Multiple echoes from inside the European Parliament led us believe that the Medina Report 3Report by Manuel Medina Ortega (PSE) on the harmonization of certain aspects of copyright and related rights in the information society was postponed “sine die”. The JURI committee, where the text was initially voted, confirmed this information. The European socialist group (PSE), where Manuel Medina Ortega belongs, choose to block it, fearing a strike-back from their electors during the upcoming elections if it was put to votes. At such a short time from the renewal of the parliament, and as the author of this report isn’t candidate for another mandate, it means that this text is definitely kicked out and doesn’t have any chance of being voted anymore.

“This text will remain for a long time a perfect example of the complete absurdity of how entertainment industries want to use copyright to fight against digital technologies and their customers. Its rejection gives great hope for a constructive future where copyright will instead be used to help authors benefiting from the incredible potential an open internet offers for them and for culture.” declares Jérémie Zimmermann, co-founder of La Quadrature, celebrating this victory.

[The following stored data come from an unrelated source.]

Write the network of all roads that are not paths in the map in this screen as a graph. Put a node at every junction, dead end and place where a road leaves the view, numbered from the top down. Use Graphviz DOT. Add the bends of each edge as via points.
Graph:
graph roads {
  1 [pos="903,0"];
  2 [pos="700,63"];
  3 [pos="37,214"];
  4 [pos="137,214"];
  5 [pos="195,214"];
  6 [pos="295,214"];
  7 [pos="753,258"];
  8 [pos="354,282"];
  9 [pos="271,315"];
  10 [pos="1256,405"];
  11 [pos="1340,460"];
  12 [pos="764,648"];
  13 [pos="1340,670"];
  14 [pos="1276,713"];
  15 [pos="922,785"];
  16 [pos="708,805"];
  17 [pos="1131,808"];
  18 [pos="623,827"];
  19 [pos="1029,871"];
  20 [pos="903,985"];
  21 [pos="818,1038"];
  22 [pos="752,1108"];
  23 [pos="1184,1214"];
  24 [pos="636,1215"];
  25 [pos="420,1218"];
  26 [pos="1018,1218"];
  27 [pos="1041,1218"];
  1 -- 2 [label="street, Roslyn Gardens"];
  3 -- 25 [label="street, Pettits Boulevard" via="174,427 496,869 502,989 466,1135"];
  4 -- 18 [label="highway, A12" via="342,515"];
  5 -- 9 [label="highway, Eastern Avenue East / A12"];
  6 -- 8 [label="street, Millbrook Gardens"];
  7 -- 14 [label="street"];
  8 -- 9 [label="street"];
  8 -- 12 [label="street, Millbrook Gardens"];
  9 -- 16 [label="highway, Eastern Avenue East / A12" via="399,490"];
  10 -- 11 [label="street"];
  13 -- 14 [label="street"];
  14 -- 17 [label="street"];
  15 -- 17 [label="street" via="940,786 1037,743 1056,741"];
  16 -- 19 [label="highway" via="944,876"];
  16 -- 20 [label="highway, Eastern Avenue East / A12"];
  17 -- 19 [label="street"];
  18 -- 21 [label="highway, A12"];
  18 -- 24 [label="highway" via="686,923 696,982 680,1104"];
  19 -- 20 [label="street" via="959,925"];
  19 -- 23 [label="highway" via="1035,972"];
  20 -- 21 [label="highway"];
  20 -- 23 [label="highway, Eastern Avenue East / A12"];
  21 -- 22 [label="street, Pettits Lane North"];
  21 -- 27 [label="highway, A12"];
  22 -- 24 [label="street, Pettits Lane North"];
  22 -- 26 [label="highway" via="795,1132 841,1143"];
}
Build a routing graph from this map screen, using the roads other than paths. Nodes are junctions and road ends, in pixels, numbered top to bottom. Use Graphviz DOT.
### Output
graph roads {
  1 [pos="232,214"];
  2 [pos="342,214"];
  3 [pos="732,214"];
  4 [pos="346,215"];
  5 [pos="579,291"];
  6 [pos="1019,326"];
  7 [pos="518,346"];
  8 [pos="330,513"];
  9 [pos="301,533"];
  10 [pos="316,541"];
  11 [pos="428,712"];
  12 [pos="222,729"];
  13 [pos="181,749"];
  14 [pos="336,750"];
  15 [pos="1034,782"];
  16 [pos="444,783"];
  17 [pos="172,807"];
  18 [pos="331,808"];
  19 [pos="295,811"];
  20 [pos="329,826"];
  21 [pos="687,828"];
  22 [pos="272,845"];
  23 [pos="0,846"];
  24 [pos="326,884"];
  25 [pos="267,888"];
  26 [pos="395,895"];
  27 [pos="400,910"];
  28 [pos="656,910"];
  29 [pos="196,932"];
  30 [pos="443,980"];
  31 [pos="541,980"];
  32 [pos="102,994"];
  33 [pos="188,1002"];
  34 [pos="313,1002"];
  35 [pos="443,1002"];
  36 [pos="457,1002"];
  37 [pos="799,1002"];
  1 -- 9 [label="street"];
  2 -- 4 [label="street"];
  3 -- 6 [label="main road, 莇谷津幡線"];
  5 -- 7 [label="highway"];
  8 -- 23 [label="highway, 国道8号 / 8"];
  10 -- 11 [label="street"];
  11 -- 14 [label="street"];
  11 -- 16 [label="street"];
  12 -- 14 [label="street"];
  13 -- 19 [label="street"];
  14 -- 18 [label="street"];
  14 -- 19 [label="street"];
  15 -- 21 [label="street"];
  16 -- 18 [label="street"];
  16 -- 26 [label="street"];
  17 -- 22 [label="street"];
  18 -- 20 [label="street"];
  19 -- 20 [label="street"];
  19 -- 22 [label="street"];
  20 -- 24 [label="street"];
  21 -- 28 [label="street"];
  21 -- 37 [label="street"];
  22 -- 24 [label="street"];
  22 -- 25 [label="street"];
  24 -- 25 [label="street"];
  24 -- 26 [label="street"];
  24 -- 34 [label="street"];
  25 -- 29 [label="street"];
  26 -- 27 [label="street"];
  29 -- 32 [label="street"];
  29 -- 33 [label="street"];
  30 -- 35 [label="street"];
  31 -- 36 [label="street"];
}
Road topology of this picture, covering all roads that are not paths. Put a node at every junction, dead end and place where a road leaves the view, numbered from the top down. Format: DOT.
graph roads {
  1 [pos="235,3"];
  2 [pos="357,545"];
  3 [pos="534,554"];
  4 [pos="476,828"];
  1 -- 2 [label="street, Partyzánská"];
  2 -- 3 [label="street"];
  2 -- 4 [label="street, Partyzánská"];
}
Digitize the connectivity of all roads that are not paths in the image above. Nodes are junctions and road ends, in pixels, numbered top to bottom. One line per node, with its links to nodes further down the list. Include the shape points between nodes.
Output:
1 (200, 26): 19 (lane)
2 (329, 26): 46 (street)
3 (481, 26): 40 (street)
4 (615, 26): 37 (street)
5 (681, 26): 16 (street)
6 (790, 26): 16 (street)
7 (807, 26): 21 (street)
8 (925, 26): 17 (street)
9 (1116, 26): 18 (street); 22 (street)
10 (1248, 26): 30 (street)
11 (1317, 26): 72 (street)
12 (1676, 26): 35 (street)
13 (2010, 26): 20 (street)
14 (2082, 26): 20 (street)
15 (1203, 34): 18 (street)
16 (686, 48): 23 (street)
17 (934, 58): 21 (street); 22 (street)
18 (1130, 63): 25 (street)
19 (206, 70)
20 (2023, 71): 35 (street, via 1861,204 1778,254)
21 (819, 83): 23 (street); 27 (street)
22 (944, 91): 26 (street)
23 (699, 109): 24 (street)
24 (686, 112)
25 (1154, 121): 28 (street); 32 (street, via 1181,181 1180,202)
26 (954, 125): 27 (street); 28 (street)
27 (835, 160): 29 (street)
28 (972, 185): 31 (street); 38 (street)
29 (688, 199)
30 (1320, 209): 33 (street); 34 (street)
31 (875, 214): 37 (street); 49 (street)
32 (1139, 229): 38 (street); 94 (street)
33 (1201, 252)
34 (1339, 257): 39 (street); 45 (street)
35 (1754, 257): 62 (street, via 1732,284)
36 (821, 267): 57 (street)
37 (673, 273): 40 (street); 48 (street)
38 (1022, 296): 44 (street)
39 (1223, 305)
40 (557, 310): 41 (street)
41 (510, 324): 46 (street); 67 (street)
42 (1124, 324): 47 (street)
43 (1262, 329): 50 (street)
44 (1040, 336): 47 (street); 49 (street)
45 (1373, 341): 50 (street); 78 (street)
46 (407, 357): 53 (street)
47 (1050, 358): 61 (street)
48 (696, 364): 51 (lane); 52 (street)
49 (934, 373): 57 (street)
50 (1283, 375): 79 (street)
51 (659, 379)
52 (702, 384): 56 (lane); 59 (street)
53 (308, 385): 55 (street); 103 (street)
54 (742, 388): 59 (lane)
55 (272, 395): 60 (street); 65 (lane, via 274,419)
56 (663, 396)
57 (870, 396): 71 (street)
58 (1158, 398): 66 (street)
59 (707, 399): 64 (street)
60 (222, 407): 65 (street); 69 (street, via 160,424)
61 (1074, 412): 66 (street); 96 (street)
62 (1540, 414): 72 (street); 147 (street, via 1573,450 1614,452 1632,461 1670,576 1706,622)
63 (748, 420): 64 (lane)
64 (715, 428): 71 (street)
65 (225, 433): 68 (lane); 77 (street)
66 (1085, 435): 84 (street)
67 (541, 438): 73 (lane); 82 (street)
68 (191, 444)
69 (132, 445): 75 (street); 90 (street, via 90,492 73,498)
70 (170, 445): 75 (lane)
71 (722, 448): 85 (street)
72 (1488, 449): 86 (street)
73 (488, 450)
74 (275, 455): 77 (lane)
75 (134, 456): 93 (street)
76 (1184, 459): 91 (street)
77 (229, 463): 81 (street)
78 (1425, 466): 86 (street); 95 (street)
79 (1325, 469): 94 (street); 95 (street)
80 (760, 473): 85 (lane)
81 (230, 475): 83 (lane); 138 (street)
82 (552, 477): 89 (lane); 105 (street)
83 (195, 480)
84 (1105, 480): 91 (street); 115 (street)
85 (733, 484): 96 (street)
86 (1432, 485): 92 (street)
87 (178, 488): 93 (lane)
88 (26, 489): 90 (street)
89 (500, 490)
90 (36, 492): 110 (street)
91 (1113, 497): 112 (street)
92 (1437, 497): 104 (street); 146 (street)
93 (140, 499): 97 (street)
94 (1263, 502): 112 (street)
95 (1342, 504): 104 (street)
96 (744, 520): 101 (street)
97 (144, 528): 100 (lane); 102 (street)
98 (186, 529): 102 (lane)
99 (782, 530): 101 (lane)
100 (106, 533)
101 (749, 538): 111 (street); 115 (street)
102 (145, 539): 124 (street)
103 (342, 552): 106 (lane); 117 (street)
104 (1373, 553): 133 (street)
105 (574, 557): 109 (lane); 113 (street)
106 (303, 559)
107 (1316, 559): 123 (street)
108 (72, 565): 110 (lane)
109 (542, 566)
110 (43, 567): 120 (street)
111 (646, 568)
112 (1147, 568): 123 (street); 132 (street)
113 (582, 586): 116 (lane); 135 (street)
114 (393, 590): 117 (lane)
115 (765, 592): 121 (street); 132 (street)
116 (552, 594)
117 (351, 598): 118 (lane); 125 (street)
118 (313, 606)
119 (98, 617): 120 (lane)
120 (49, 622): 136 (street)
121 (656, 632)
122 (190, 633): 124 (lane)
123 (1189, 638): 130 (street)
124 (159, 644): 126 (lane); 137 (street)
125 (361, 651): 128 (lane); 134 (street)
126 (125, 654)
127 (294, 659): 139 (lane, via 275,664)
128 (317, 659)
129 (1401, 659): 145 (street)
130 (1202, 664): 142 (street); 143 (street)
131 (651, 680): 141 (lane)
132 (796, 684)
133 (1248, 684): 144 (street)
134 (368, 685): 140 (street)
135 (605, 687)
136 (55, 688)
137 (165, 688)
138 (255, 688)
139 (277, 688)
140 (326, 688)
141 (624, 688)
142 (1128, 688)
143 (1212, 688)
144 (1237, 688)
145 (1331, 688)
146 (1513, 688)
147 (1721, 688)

“Thousands of emails and phone calls from concerned citizens reached the parliament. The outcome proves that informed citizens can altogether become stronger than a small obscurantist industry pressure group. We must consolidate this victory by guaranteeing, through the second reading of the Telecoms Package, that Internet remains the most fantastic advance for our societies since the invention of the printing press.”

La Quadrature du Net addresses warm thanks to every citizen and every organization who acted towards Members of European Parliament to inform them about the dangers of the Medina report.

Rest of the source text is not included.